◆ Try it ◆
Transcribe the records below exactly, leaving out any pictures.

───── Records shown ─────

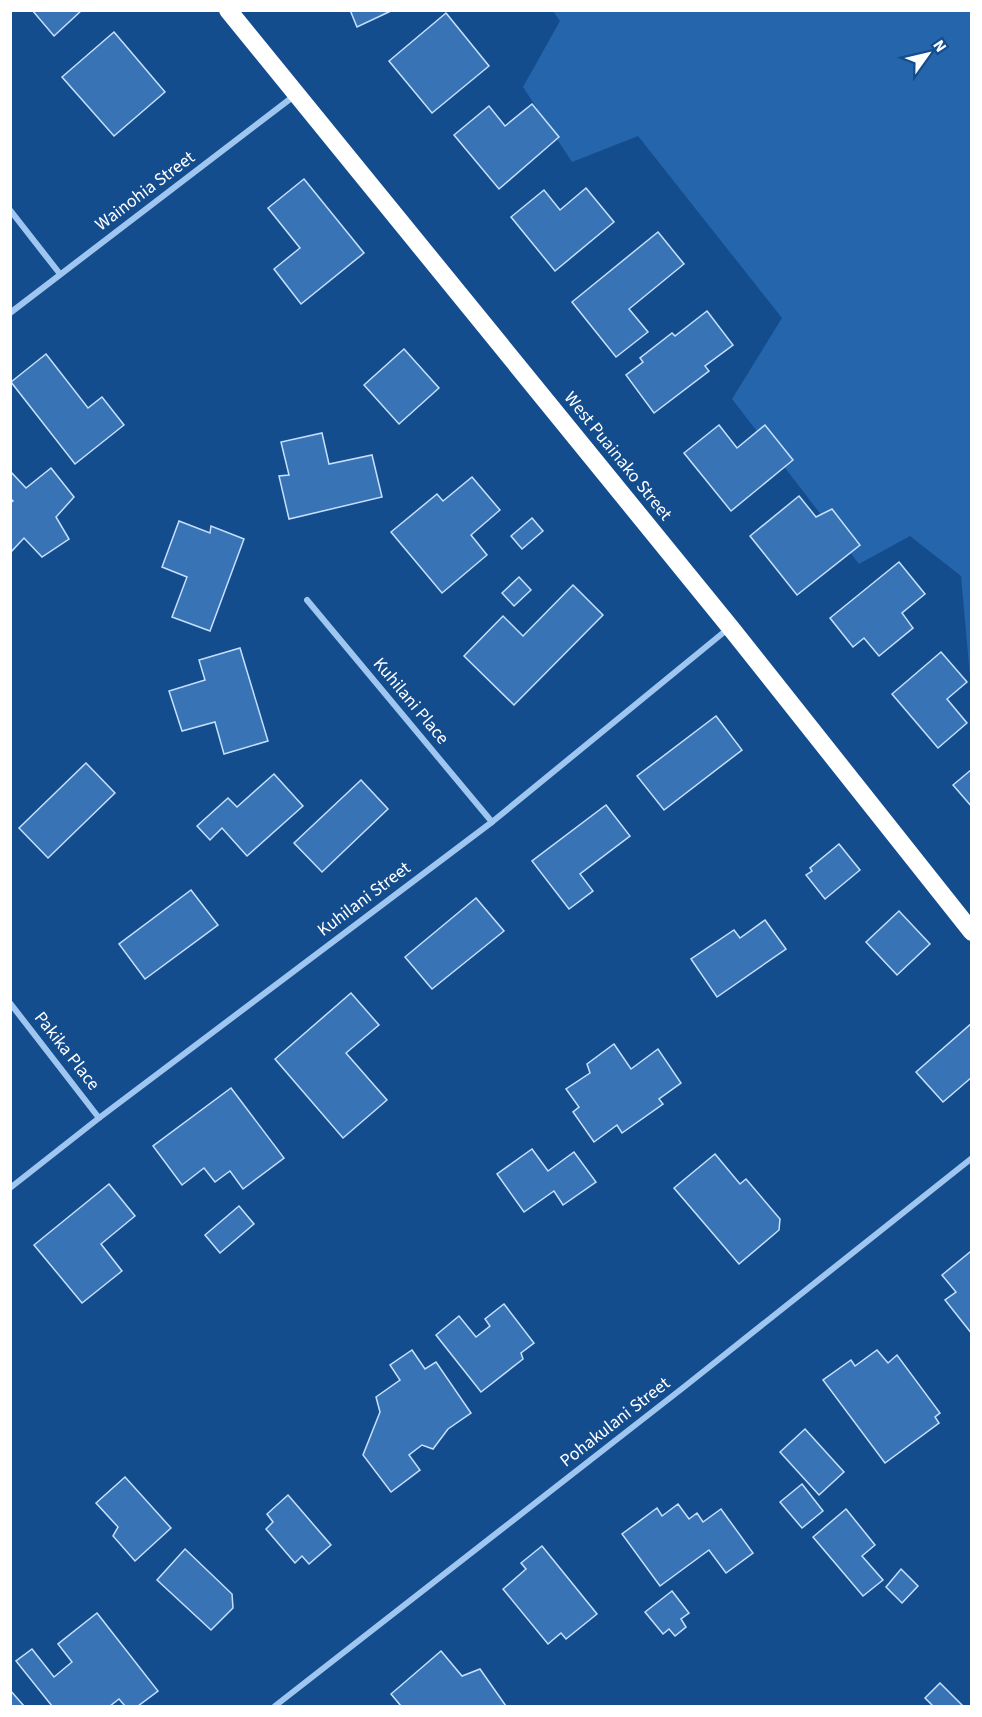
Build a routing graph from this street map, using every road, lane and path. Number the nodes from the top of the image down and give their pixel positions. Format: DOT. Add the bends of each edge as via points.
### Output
graph roads {
  1 [pos="228,10"];
  2 [pos="297,94"];
  3 [pos="10,210"];
  4 [pos="60,274"];
  5 [pos="10,313"];
  6 [pos="307,600"];
  7 [pos="730,627"];
  8 [pos="492,822"];
  9 [pos="972,932"];
  10 [pos="10,1003"];
  11 [pos="99,1118"];
  12 [pos="972,1158"];
  13 [pos="10,1188"];
  14 [pos="275,1707"];
  1 -- 2 [label="highway, West Puainako Street"];
  2 -- 4 [label="street, Wainohia Street"];
  2 -- 7 [label="highway, West Puainako Street"];
  3 -- 4 [label="street"];
  4 -- 5 [label="street, Wainohia Street"];
  6 -- 8 [label="street, Kuhilani Place"];
  7 -- 8 [label="street, Kuhilani Street"];
  7 -- 9 [label="highway, West Puainako Street"];
  8 -- 11 [label="street, Kuhilani Street"];
  10 -- 11 [label="street, Pakika Place"];
  11 -- 13 [label="street, Kuhilani Street"];
  12 -- 14 [label="street, Pohakulani Street"];
}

─────

◆ Task solution ◆
Build a routing graph from this street map, using every road, lane and path. Number the nodes from the top of the image down and give their pixel positions. Format: DOT. Add the bends of each edge as via points.
### Output
graph roads {
  1 [pos="228,10"];
  2 [pos="297,94"];
  3 [pos="10,210"];
  4 [pos="60,274"];
  5 [pos="10,313"];
  6 [pos="307,600"];
  7 [pos="730,627"];
  8 [pos="492,822"];
  9 [pos="972,932"];
  10 [pos="10,1003"];
  11 [pos="99,1118"];
  12 [pos="972,1158"];
  13 [pos="10,1188"];
  14 [pos="275,1707"];
  1 -- 2 [label="highway, West Puainako Street"];
  2 -- 4 [label="street, Wainohia Street"];
  2 -- 7 [label="highway, West Puainako Street"];
  3 -- 4 [label="street"];
  4 -- 5 [label="street, Wainohia Street"];
  6 -- 8 [label="street, Kuhilani Place"];
  7 -- 8 [label="street, Kuhilani Street"];
  7 -- 9 [label="highway, West Puainako Street"];
  8 -- 11 [label="street, Kuhilani Street"];
  10 -- 11 [label="street, Pakika Place"];
  11 -- 13 [label="street, Kuhilani Street"];
  12 -- 14 [label="street, Pohakulani Street"];
}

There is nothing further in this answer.